◆ **SOURCE MATERIAL**:
*** Begin section ***

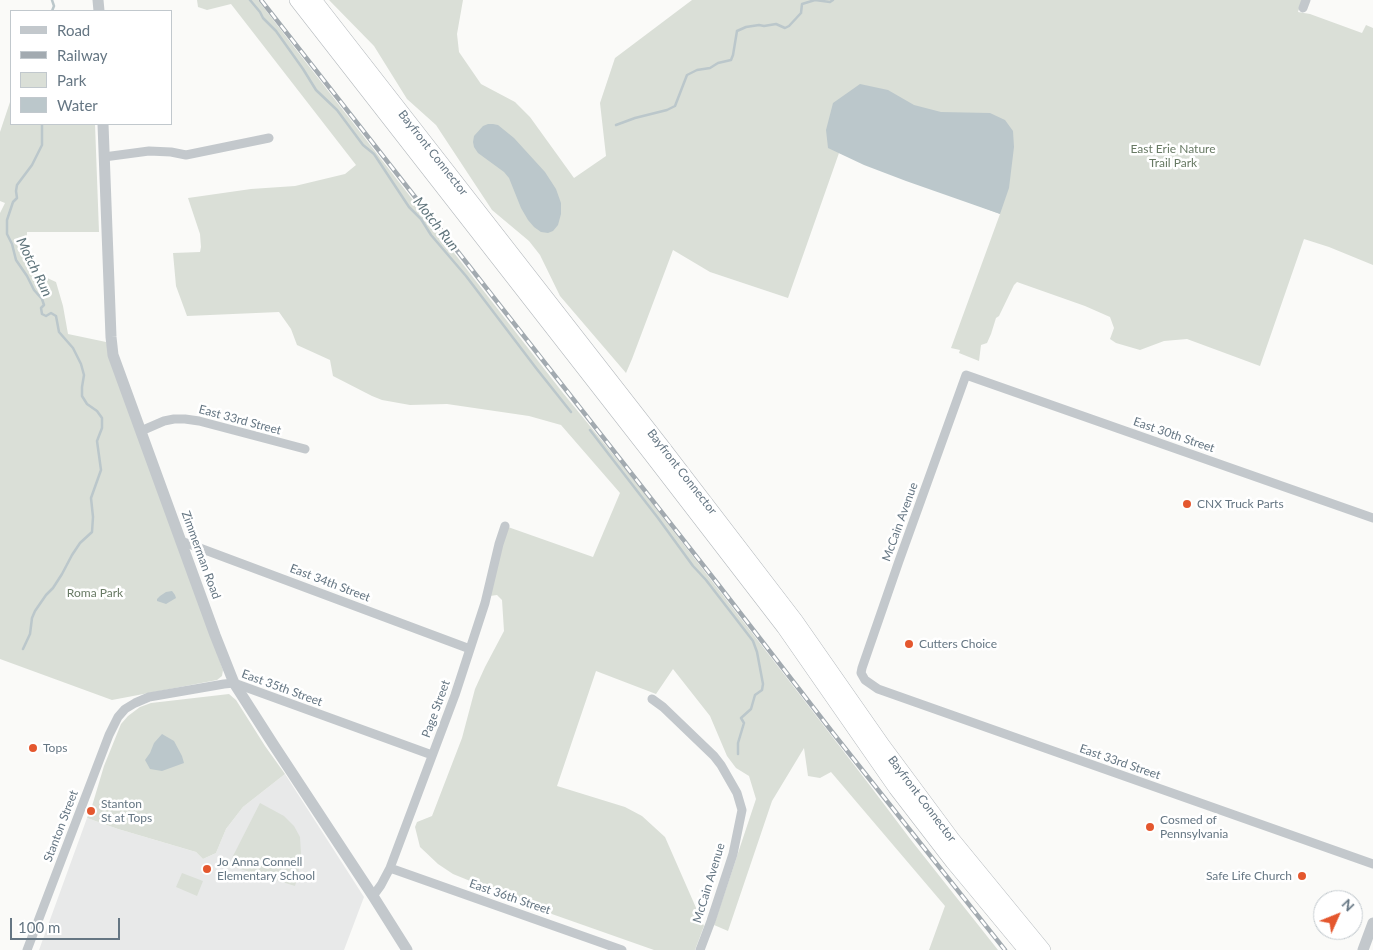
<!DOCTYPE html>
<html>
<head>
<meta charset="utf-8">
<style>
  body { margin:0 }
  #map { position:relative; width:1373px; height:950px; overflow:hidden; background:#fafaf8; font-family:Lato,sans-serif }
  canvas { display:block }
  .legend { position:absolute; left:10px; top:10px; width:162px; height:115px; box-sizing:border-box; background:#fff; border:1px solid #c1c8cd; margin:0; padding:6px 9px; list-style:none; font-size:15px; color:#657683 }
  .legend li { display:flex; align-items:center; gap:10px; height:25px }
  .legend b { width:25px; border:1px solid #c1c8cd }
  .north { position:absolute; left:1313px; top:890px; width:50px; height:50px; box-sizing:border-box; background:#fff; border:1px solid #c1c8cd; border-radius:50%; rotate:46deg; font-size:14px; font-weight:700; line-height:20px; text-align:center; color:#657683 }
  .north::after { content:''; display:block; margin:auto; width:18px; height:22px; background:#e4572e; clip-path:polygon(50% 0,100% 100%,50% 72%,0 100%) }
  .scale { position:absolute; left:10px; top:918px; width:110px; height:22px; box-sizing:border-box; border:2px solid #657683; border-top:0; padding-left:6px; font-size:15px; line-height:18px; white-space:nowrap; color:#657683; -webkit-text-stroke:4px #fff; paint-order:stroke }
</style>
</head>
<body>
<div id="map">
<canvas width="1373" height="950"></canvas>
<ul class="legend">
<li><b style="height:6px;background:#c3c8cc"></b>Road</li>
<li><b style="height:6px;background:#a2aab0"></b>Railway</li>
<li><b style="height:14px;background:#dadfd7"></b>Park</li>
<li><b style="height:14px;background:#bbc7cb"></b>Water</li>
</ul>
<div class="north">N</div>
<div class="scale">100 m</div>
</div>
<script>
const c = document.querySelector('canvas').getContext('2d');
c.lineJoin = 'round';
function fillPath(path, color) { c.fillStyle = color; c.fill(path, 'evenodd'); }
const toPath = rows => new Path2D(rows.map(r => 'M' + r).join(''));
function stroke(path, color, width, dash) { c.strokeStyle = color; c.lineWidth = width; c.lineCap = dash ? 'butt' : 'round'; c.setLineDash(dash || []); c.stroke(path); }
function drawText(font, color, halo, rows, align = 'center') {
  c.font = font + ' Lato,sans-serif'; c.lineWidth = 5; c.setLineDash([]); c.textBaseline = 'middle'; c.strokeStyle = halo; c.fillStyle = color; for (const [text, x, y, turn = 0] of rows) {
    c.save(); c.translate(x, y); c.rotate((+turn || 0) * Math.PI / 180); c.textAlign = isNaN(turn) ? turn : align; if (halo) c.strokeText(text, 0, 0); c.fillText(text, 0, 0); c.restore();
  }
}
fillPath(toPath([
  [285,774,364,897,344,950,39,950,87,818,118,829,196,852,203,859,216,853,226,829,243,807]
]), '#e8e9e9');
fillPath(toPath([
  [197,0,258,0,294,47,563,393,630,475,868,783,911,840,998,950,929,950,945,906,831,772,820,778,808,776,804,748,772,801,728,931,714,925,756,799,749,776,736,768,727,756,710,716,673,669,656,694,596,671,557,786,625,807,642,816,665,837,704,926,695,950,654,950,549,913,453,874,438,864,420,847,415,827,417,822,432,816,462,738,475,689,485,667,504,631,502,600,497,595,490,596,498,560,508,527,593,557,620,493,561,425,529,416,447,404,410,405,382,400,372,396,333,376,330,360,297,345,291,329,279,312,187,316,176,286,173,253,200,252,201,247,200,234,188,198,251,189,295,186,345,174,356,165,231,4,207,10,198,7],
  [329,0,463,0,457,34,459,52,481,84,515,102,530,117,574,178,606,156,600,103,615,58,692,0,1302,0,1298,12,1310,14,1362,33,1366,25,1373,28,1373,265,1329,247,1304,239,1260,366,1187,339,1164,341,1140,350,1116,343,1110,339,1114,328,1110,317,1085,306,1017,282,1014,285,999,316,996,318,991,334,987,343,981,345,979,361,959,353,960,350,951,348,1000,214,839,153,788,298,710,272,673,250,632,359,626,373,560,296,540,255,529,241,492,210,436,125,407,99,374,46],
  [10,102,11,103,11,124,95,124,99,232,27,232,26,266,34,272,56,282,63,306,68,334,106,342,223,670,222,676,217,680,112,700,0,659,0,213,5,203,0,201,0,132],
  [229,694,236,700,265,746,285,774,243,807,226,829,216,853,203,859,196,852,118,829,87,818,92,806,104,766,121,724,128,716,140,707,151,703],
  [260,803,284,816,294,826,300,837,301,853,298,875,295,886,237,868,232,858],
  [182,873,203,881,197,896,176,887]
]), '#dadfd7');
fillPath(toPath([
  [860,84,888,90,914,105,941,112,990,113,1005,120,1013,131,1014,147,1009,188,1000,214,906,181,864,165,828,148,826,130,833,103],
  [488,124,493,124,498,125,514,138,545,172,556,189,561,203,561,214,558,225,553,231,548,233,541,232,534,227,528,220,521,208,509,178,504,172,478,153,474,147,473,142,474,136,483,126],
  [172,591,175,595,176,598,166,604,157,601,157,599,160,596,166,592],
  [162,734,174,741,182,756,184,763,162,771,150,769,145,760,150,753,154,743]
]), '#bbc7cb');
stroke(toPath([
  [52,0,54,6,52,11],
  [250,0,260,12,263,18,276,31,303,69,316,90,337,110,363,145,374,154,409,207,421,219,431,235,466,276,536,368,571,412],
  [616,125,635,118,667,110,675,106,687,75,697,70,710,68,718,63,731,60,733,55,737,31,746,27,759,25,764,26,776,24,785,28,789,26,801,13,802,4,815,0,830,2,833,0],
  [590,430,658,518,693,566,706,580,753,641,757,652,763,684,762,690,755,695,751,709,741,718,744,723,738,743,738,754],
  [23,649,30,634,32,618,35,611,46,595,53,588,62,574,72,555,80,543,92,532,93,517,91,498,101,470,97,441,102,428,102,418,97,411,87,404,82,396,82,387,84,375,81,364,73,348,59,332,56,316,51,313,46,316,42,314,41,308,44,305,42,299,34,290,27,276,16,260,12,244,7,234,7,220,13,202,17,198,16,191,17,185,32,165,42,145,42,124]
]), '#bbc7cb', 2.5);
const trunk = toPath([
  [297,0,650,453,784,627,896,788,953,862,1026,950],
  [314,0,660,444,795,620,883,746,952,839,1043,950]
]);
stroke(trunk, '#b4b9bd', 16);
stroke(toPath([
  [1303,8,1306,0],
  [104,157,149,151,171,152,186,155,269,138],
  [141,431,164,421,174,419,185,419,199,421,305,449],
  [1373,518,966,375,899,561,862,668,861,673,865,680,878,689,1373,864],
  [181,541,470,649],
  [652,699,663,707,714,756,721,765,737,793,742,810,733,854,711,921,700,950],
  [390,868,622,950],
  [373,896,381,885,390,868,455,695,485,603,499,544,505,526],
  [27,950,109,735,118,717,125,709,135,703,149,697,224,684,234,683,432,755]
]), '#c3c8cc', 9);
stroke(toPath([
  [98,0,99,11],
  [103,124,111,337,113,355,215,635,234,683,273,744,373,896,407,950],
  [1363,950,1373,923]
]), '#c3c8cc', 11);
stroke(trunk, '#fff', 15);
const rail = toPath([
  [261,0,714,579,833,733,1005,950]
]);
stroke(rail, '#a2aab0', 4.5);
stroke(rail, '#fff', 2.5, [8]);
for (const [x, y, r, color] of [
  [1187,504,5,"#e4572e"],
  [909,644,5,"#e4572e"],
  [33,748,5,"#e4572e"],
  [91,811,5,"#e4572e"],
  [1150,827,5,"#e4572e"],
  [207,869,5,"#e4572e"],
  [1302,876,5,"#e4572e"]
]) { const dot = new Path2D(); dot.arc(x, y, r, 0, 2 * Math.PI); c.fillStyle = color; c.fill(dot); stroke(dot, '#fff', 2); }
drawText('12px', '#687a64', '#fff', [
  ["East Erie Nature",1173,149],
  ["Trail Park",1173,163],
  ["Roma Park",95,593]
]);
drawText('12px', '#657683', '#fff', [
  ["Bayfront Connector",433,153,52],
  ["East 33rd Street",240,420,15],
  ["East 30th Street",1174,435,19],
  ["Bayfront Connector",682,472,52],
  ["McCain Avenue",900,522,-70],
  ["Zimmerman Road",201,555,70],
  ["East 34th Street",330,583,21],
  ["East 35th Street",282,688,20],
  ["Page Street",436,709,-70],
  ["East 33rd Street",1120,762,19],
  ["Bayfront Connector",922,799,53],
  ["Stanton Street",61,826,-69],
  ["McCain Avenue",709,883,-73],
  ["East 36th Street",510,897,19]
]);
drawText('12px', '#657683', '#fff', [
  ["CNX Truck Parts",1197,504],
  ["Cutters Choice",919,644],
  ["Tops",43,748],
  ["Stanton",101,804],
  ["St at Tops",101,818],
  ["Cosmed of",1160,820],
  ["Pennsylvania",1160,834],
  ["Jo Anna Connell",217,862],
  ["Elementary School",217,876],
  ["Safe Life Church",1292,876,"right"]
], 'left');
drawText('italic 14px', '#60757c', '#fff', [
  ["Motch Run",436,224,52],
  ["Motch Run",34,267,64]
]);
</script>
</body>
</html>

*** End section ***

◆ **HOW TO COMPLETE THIS TASK**: The required answer is each line of the data in which the word "canvas" appears.

◆ **RESPONSE BELOW**:
  canvas { display:block }
<canvas width="1373" height="950"></canvas>
const c = document.querySelector('canvas').getContext('2d');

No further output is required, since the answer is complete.